Doing the best imitation of myself
I've been playing by VTT since Covid hit. I started with Roll20 (and still play a 3.5 game on it), moved with Fantasy Grounds for my Curse of Strahd campaign and then went to Foundry for a Pathfinder 2 game.

The transition between products was okay, better, best. If Foundry had a robust 3.5 module, we'd be using that for that game, as Roll20 is just problematic for us with problems each session.

Now here's the thing: I'd definitely be looking at what WotC does, and might use it for any 5/6E games, but that seriously depends on the model they implement.

If you haven't checked out Foundry, I'd definitely recommend it for 5E and especially if you want to try out PF2. There's an import for D&D Beyond material which I haven't used but gets strong reviews.
 

They better be careful.

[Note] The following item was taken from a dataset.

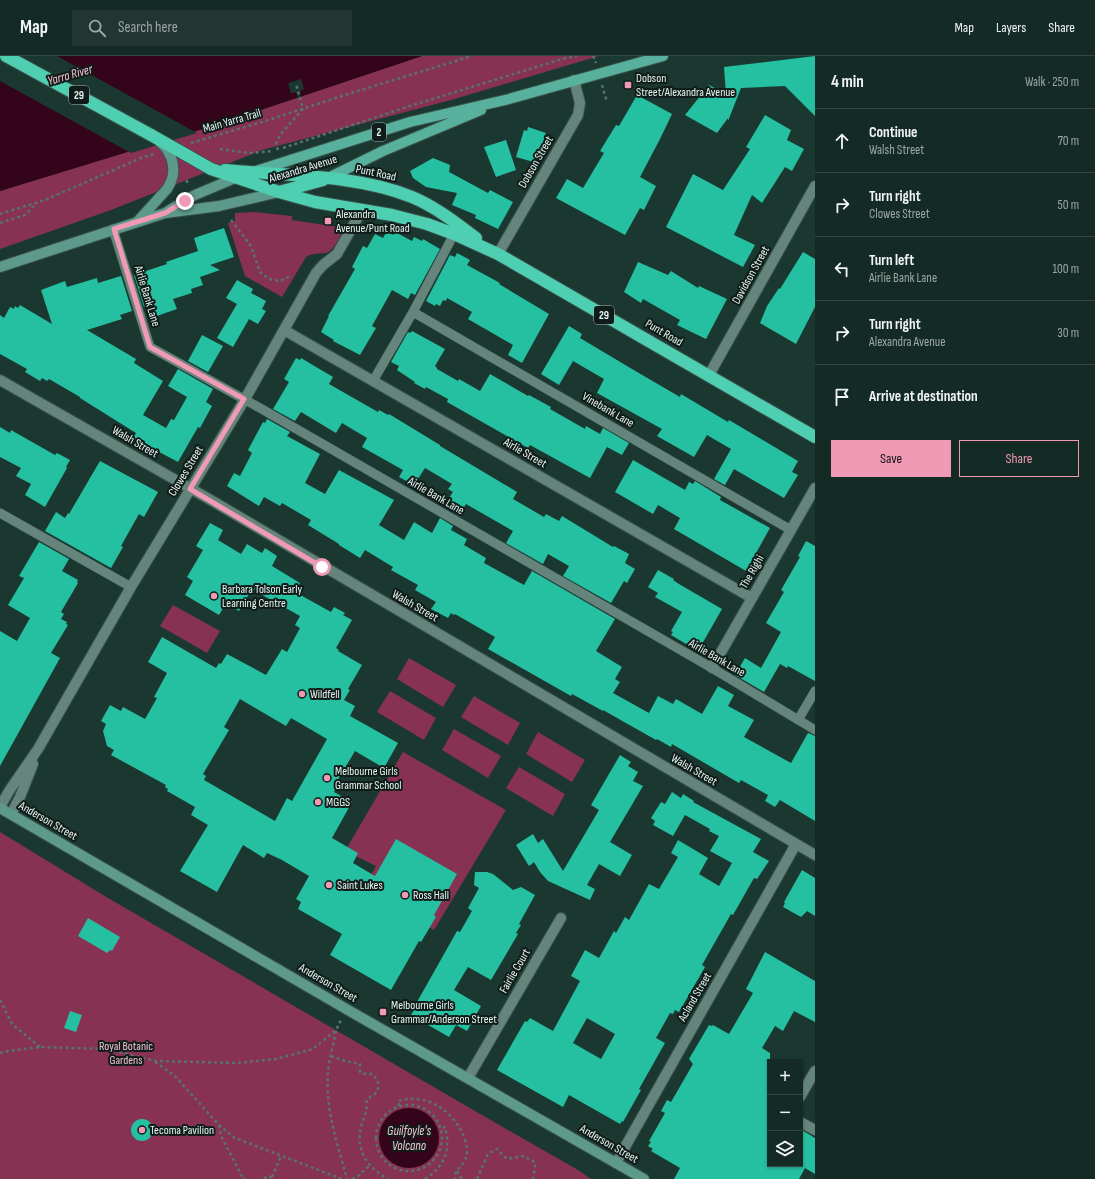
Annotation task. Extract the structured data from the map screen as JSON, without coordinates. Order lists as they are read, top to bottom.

Roll20 works. 3d animation dine improperly or by devs shooting for newest shiniest and processor /graphics intensive application could sink that ship. it better be useable by 10 year old pc's, over a 50mb internet with 6 to 10 players. Developers without clear gials are good at making things most people dint have the hardware for..

Plus marketing wise buying roll20 upgrading for larger user base gives customers something now while they aim for that 3d star.
Buying Roll20 is a horrible horrible idea. It would cost them far more than it would to make their own better preforming one from scratch.

Which we know they are already doing.
 

Hussar

Legend
I have severe doubts that there is anywhere near that number of people hired for this gig. I expect a rationalization of who is paying many existing employees and a relcassifcation of which "division" is paying them within Hasbro is the real culprit here.

350 would be a LOT for even the largest, most epic, Triple A title. That's more than Blizzard devotes to its dev team. I don't believe that number to be a true representation of the VTT team. At all.

That said, a 3D VTT, with advanced lighting, particle emitters and significant animations for spells, not to mention auto-resolution of a vast number of attacks goes WAY beyond a "chat program" or "art program". You are letting the Fantasy Grounds experience blind you to what's possible., (Even Foundry VTT goes way beyond FG now) . So yes, in terms of the asset creation, it certainly does look like a video game. You are off base here.
I'm not sure I completely agree here. Although, you are right, it does go beyond a simple art program. But, there's a ton of things that a VTT doesn't need:

1. No physics engine.
2. No predictive algorithm for smoothing out other player actions.
3. Very little animation. Yes, I can see things like rippling water or whatnot, but, it's not like we're talking something like Assassins Creed or whatever newest multiplayer game you want to point too. Animations will be very limited. I doubt that your token will move, for example - other than maybe some sort of lifting and dragging a static mini from point A to point B. It's not like there will be attack animations or damage animations or anything like that.
4. No need for anything like voice acting or story creation or anything like that.

Is it simple? No, of course not. It's very complex. The rules interactions are going to be insane. But, by the same token, a lot of the elements of an actual video game just aren't needed for a VTT. Your token isn't going to animate, walk across the screen and then attack like it would in a video game. You are going to slide a static token from point A to point B and then attacks and whatnot will be handled in text with zero interaction with the images.

So, no, I don't think it looks like a video game at all. It's closer to something like Zoom.